Working data below:

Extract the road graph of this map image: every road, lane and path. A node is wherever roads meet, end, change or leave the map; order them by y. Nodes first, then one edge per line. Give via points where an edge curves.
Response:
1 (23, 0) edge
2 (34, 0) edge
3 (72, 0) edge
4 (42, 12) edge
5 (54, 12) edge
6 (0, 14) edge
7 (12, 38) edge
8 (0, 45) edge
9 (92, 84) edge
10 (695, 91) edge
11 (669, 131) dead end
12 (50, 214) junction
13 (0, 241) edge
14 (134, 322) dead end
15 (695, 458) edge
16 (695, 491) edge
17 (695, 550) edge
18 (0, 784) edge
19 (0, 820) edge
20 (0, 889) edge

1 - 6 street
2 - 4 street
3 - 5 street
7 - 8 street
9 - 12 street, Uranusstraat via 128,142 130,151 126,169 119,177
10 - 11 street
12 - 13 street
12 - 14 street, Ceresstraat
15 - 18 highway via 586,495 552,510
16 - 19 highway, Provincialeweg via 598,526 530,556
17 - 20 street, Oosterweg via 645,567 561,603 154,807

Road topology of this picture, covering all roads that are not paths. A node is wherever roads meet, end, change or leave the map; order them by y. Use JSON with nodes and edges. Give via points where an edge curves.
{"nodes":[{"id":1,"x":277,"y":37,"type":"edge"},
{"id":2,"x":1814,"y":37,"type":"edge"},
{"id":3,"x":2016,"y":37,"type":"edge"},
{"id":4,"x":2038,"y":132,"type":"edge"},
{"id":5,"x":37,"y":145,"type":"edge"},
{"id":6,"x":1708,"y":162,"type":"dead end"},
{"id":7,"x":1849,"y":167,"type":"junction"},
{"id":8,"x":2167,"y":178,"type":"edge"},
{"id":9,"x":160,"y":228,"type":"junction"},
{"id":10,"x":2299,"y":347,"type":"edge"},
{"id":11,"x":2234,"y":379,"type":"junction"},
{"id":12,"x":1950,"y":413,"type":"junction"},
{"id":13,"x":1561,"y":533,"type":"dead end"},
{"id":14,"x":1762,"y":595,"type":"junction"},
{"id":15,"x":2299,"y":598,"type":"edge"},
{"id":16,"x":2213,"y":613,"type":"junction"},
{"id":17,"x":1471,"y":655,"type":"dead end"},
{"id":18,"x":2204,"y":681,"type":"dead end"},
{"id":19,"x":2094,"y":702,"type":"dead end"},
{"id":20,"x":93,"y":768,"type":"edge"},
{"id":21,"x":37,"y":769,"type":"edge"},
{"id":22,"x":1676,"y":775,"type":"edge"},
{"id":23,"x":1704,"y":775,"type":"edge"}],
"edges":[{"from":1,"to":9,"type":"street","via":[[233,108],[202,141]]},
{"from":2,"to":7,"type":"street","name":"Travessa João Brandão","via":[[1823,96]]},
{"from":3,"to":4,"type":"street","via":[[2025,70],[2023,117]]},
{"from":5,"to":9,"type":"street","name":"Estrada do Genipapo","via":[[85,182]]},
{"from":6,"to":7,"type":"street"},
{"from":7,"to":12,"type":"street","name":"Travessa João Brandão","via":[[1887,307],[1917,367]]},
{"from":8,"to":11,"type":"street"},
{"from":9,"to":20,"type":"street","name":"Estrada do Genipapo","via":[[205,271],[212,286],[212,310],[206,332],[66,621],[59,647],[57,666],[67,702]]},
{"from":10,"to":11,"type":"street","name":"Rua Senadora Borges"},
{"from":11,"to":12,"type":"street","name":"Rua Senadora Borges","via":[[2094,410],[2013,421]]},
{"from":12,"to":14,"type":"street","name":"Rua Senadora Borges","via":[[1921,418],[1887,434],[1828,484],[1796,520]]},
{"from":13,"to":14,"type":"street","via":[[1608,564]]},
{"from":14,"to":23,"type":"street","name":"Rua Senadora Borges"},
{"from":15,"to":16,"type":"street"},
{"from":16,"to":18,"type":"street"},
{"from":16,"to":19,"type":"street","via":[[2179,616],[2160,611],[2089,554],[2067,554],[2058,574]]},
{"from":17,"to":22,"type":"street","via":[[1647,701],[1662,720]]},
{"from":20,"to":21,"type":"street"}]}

End of Working data.

Task item ::
Having read the material, return all of it word for word.

Result for this exercise ::
Extract the road graph of this map image: every road, lane and path. A node is wherever roads meet, end, change or leave the map; order them by y. Nodes first, then one edge per line. Give via points where an edge curves.
Response:
1 (23, 0) edge
2 (34, 0) edge
3 (72, 0) edge
4 (42, 12) edge
5 (54, 12) edge
6 (0, 14) edge
7 (12, 38) edge
8 (0, 45) edge
9 (92, 84) edge
10 (695, 91) edge
11 (669, 131) dead end
12 (50, 214) junction
13 (0, 241) edge
14 (134, 322) dead end
15 (695, 458) edge
16 (695, 491) edge
17 (695, 550) edge
18 (0, 784) edge
19 (0, 820) edge
20 (0, 889) edge

1 - 6 street
2 - 4 street
3 - 5 street
7 - 8 street
9 - 12 street, Uranusstraat via 128,142 130,151 126,169 119,177
10 - 11 street
12 - 13 street
12 - 14 street, Ceresstraat
15 - 18 highway via 586,495 552,510
16 - 19 highway, Provincialeweg via 598,526 530,556
17 - 20 street, Oosterweg via 645,567 561,603 154,807

Road topology of this picture, covering all roads that are not paths. A node is wherever roads meet, end, change or leave the map; order them by y. Use JSON with nodes and edges. Give via points where an edge curves.
{"nodes":[{"id":1,"x":277,"y":37,"type":"edge"},
{"id":2,"x":1814,"y":37,"type":"edge"},
{"id":3,"x":2016,"y":37,"type":"edge"},
{"id":4,"x":2038,"y":132,"type":"edge"},
{"id":5,"x":37,"y":145,"type":"edge"},
{"id":6,"x":1708,"y":162,"type":"dead end"},
{"id":7,"x":1849,"y":167,"type":"junction"},
{"id":8,"x":2167,"y":178,"type":"edge"},
{"id":9,"x":160,"y":228,"type":"junction"},
{"id":10,"x":2299,"y":347,"type":"edge"},
{"id":11,"x":2234,"y":379,"type":"junction"},
{"id":12,"x":1950,"y":413,"type":"junction"},
{"id":13,"x":1561,"y":533,"type":"dead end"},
{"id":14,"x":1762,"y":595,"type":"junction"},
{"id":15,"x":2299,"y":598,"type":"edge"},
{"id":16,"x":2213,"y":613,"type":"junction"},
{"id":17,"x":1471,"y":655,"type":"dead end"},
{"id":18,"x":2204,"y":681,"type":"dead end"},
{"id":19,"x":2094,"y":702,"type":"dead end"},
{"id":20,"x":93,"y":768,"type":"edge"},
{"id":21,"x":37,"y":769,"type":"edge"},
{"id":22,"x":1676,"y":775,"type":"edge"},
{"id":23,"x":1704,"y":775,"type":"edge"}],
"edges":[{"from":1,"to":9,"type":"street","via":[[233,108],[202,141]]},
{"from":2,"to":7,"type":"street","name":"Travessa João Brandão","via":[[1823,96]]},
{"from":3,"to":4,"type":"street","via":[[2025,70],[2023,117]]},
{"from":5,"to":9,"type":"street","name":"Estrada do Genipapo","via":[[85,182]]},
{"from":6,"to":7,"type":"street"},
{"from":7,"to":12,"type":"street","name":"Travessa João Brandão","via":[[1887,307],[1917,367]]},
{"from":8,"to":11,"type":"street"},
{"from":9,"to":20,"type":"street","name":"Estrada do Genipapo","via":[[205,271],[212,286],[212,310],[206,332],[66,621],[59,647],[57,666],[67,702]]},
{"from":10,"to":11,"type":"street","name":"Rua Senadora Borges"},
{"from":11,"to":12,"type":"street","name":"Rua Senadora Borges","via":[[2094,410],[2013,421]]},
{"from":12,"to":14,"type":"street","name":"Rua Senadora Borges","via":[[1921,418],[1887,434],[1828,484],[1796,520]]},
{"from":13,"to":14,"type":"street","via":[[1608,564]]},
{"from":14,"to":23,"type":"street","name":"Rua Senadora Borges"},
{"from":15,"to":16,"type":"street"},
{"from":16,"to":18,"type":"street"},
{"from":16,"to":19,"type":"street","via":[[2179,616],[2160,611],[2089,554],[2067,554],[2058,574]]},
{"from":17,"to":22,"type":"street","via":[[1647,701],[1662,720]]},
{"from":20,"to":21,"type":"street"}]}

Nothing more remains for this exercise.